Output exactly the lines between the line that contains "a graph. Put" and the last line of the material, counting both.

<<<<

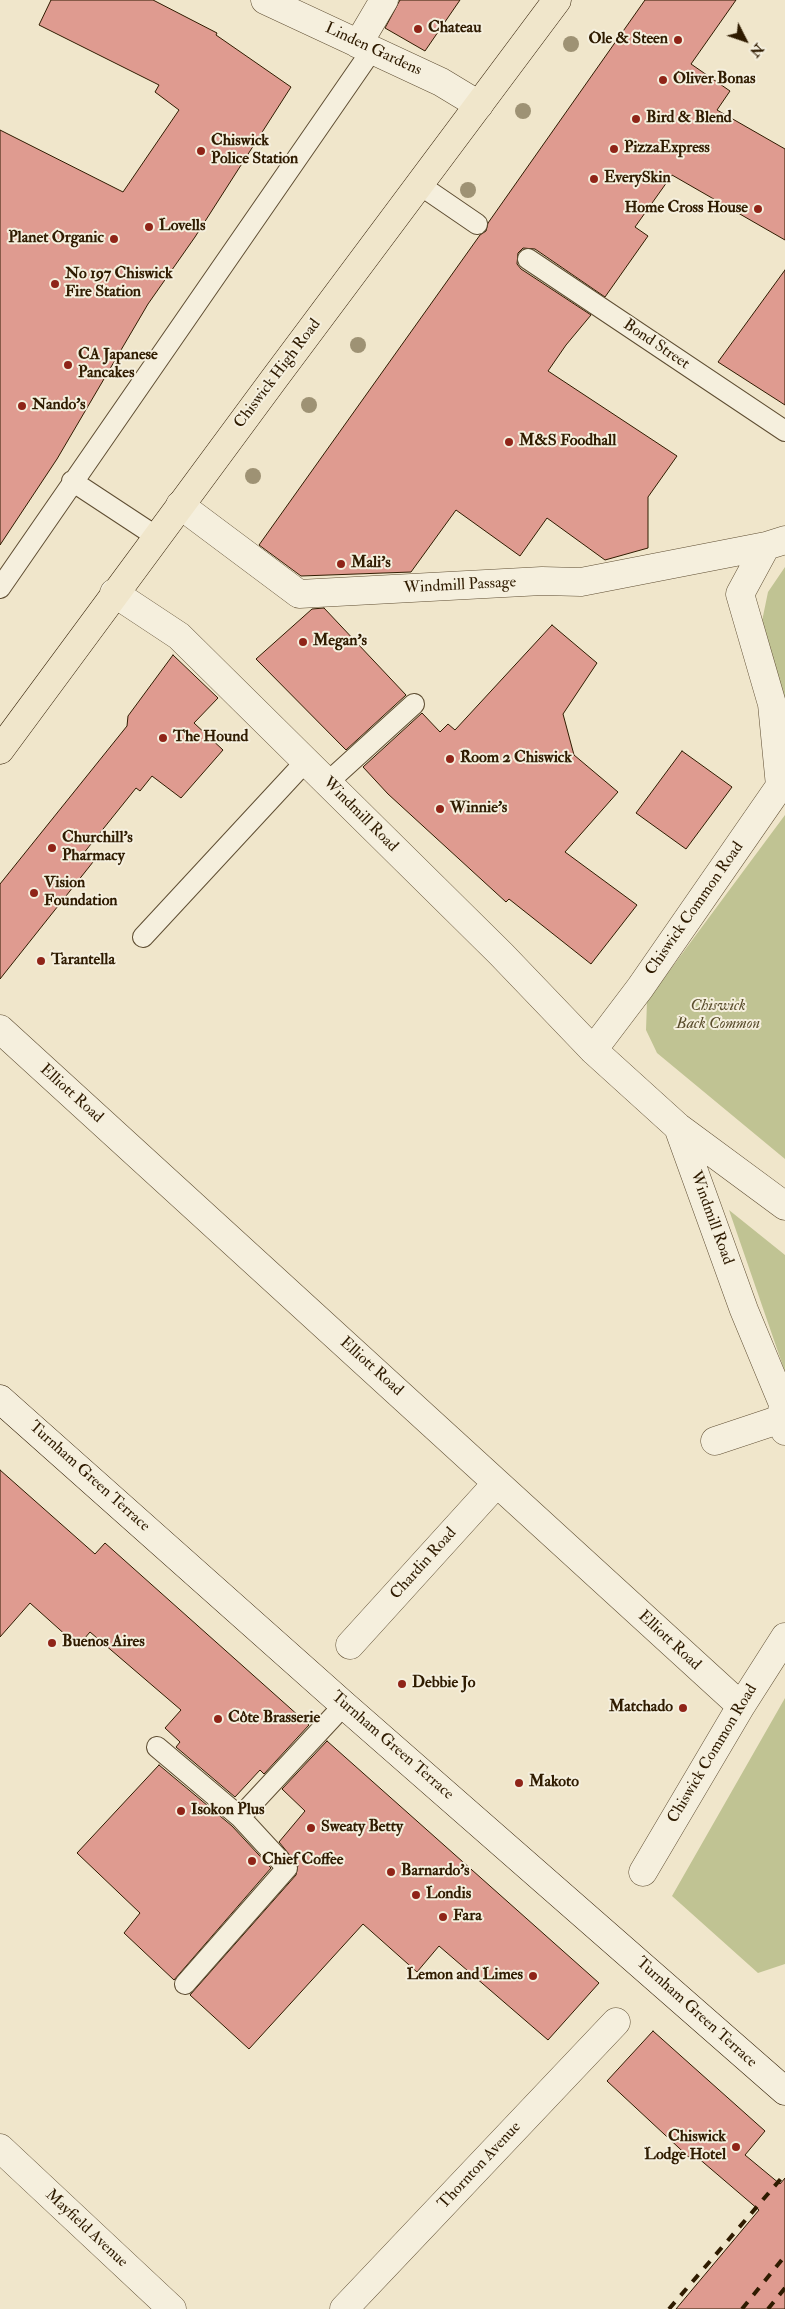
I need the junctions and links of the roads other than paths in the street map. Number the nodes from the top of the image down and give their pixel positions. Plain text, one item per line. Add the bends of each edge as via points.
1 (265, 0) edge
2 (384, 0) edge
3 (557, 0) edge
4 (365, 47) junction
5 (479, 105) junction
6 (420, 185) junction
7 (477, 224) dead end
8 (528, 258) dead end
9 (785, 431) edge
10 (72, 481) junction
11 (180, 505) junction
12 (156, 537) junction
13 (776, 543) edge
14 (0, 588) edge
15 (114, 593) junction
16 (414, 704) dead end
17 (0, 750) edge
18 (306, 762) junction
19 (327, 783) junction
20 (143, 937) dead end
21 (0, 1029) edge
22 (594, 1050) junction
23 (678, 1127) junction
24 (785, 1206) edge
25 (0, 1399) edge
26 (783, 1425) edge
27 (715, 1441) dead end
28 (497, 1483) junction
29 (785, 1637) edge
30 (350, 1645) dead end
31 (344, 1705) junction
32 (741, 1706) junction
33 (158, 1746) dead end
34 (240, 1817) junction
35 (643, 1872) dead end
36 (185, 1984) dead end
37 (616, 2022) dead end
38 (785, 2091) edge
39 (0, 2148) edge
40 (172, 2309) edge
41 (344, 2309) edge

1 - 4 street, Linden Gardens
2 - 4 street
3 - 5 main road, Chiswick High Road
4 - 5 street, Linden Gardens via 441,82
4 - 10 lane
5 - 6 main road, Chiswick High Road
6 - 7 lane
6 - 11 main road, Chiswick High Road
8 - 9 lane, Bond Street
10 - 12 lane
10 - 14 lane
11 - 12 main road, Chiswick High Road
11 - 13 street, Windmill Passage via 299,594 542,581 581,582
12 - 15 main road, Chiswick High Road
13 - 22 street, Chiswick Common Road via 740,594 772,704 780,786
15 - 17 main road, Chiswick High Road
15 - 18 street, Windmill Road via 179,636
16 - 19 lane
18 - 19 street, Windmill Road
18 - 20 lane
19 - 22 street, Windmill Road
21 - 28 street, Elliott Road
22 - 23 street
23 - 24 street
23 - 26 street, Windmill Road via 744,1310 784,1404
25 - 31 street, Turnham Green Terrace
26 - 27 street
28 - 30 street, Chardin Road
28 - 32 street, Elliott Road
29 - 32 street, Chiswick Common Road
31 - 34 lane
31 - 38 street, Turnham Green Terrace
32 - 35 street, Chiswick Common Road
33 - 34 lane
34 - 36 lane via 287,1868
37 - 41 street, Thornton Avenue
39 - 40 street, Mayfield Avenue

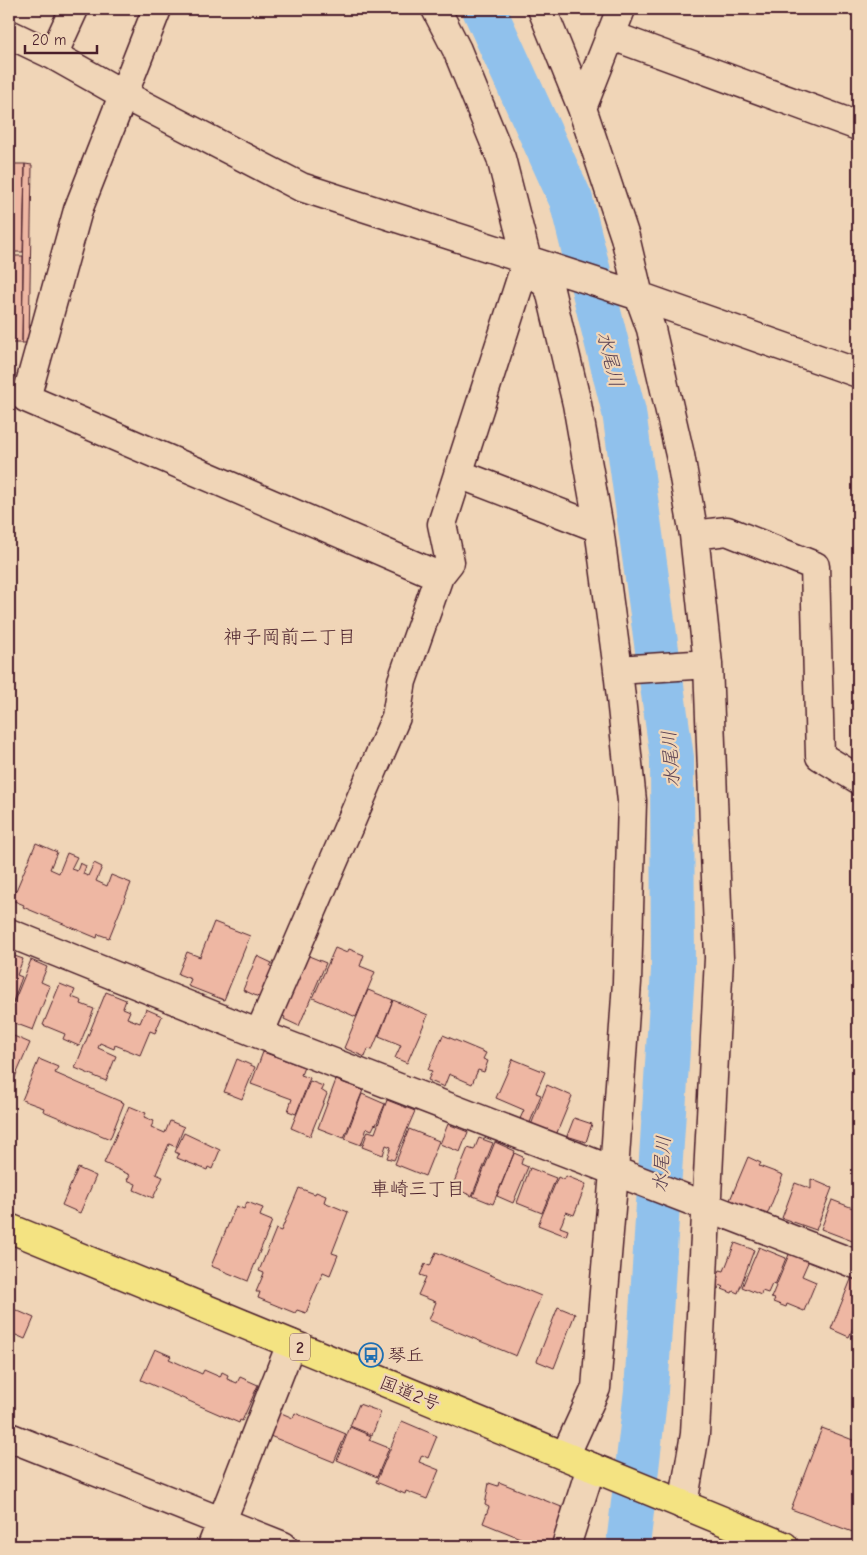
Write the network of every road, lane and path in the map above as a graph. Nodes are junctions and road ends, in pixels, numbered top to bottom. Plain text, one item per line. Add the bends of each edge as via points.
1 (74, 9) edge
2 (157, 9) edge
3 (436, 9) edge
4 (542, 9) edge
5 (621, 9) edge
6 (9, 34) edge
7 (610, 36) junction
8 (54, 55) junction
9 (124, 95) junction
10 (582, 108) junction
11 (858, 126) edge
12 (527, 260) junction
13 (639, 296) junction
14 (858, 373) edge
15 (459, 474) junction
16 (599, 528) junction
17 (694, 535) junction
18 (439, 576) junction
19 (708, 664) junction
20 (618, 670) junction
21 (858, 779) edge
22 (9, 933) edge
23 (259, 1034) junction
24 (614, 1172) junction
25 (708, 1208) junction
26 (9, 1228) edge
27 (858, 1265) edge
28 (291, 1344) junction
29 (9, 1437) edge
30 (565, 1456) junction
31 (590, 1467) junction
32 (683, 1505) junction
33 (217, 1534) edge
34 (283, 1546) edge
35 (566, 1546) edge
36 (784, 1546) edge

1 - 8 street
2 - 9 street
3 - 12 street via 457,50 502,158
4 - 10 street
5 - 7 street
6 - 8 street
7 - 10 street
7 - 11 street
8 - 9 street
9 - 12 street via 301,187
9 - 18 street via 78,210 26,398
10 - 13 street via 625,237
12 - 13 street
12 - 15 street
12 - 16 street via 550,290 577,404
13 - 14 street
13 - 17 street via 651,329 680,455
15 - 16 street
15 - 18 street via 442,524 450,562
16 - 20 street
17 - 19 street
17 - 21 street via 727,531 815,566 820,756
18 - 23 street via 402,681 396,717
19 - 20 street
19 - 25 street via 719,958
20 - 24 street via 632,801 627,982
22 - 23 street
23 - 24 street
24 - 25 street
24 - 30 street via 596,1388
25 - 27 street
25 - 32 street via 695,1434
26 - 28 highway, 国道2号 / 2
28 - 30 highway, 国道2号 / 2
28 - 33 street
29 - 33 street
30 - 31 highway, 国道2号 / 2
31 - 32 highway, 国道2号 / 2
31 - 35 street
32 - 36 highway, 国道2号 / 2
33 - 34 street

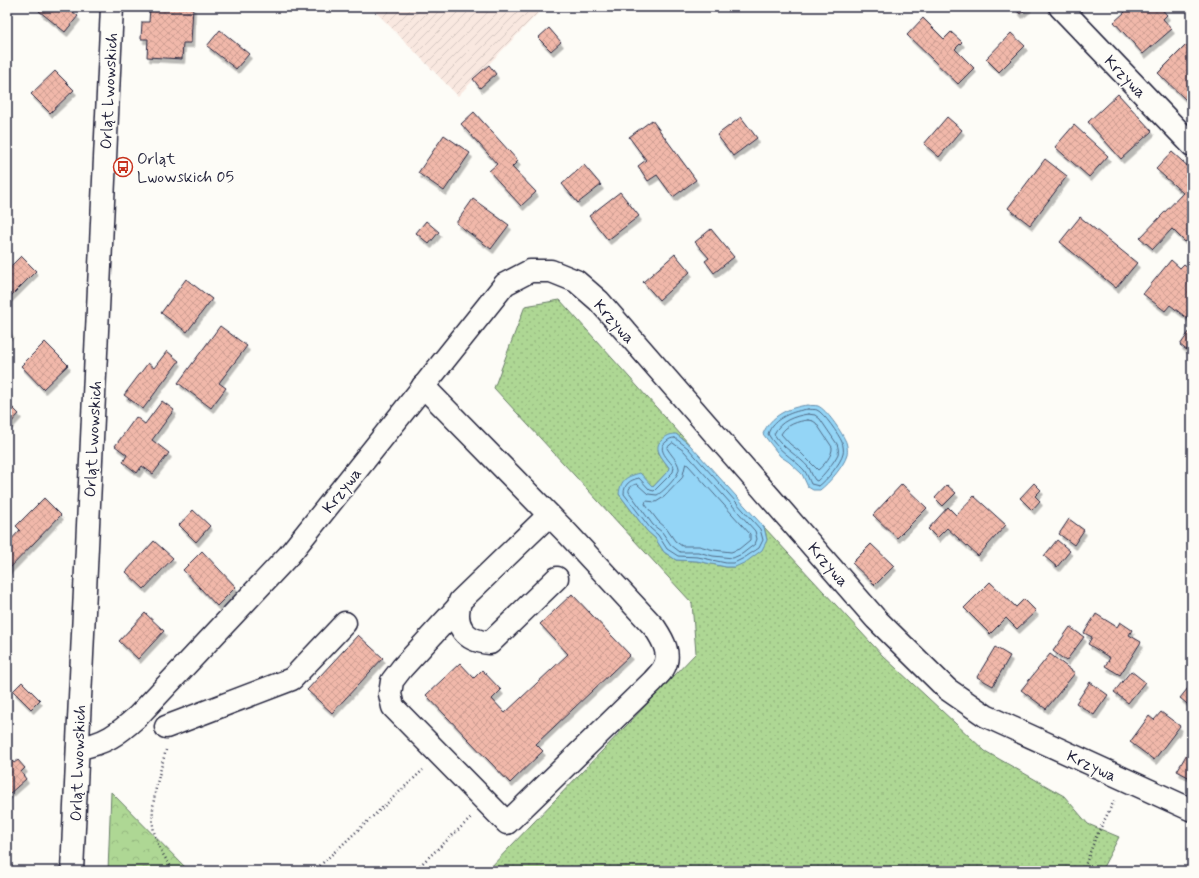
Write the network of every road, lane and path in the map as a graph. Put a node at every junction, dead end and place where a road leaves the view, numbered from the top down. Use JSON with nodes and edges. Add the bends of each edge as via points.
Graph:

>>>>

- Response to the exercise:
Write the network of every road, lane and path in the map as a graph. Put a node at every junction, dead end and place where a road leaves the view, numbered from the top down. Use JSON with nodes and edges. Add the bends of each edge as via points.
Graph:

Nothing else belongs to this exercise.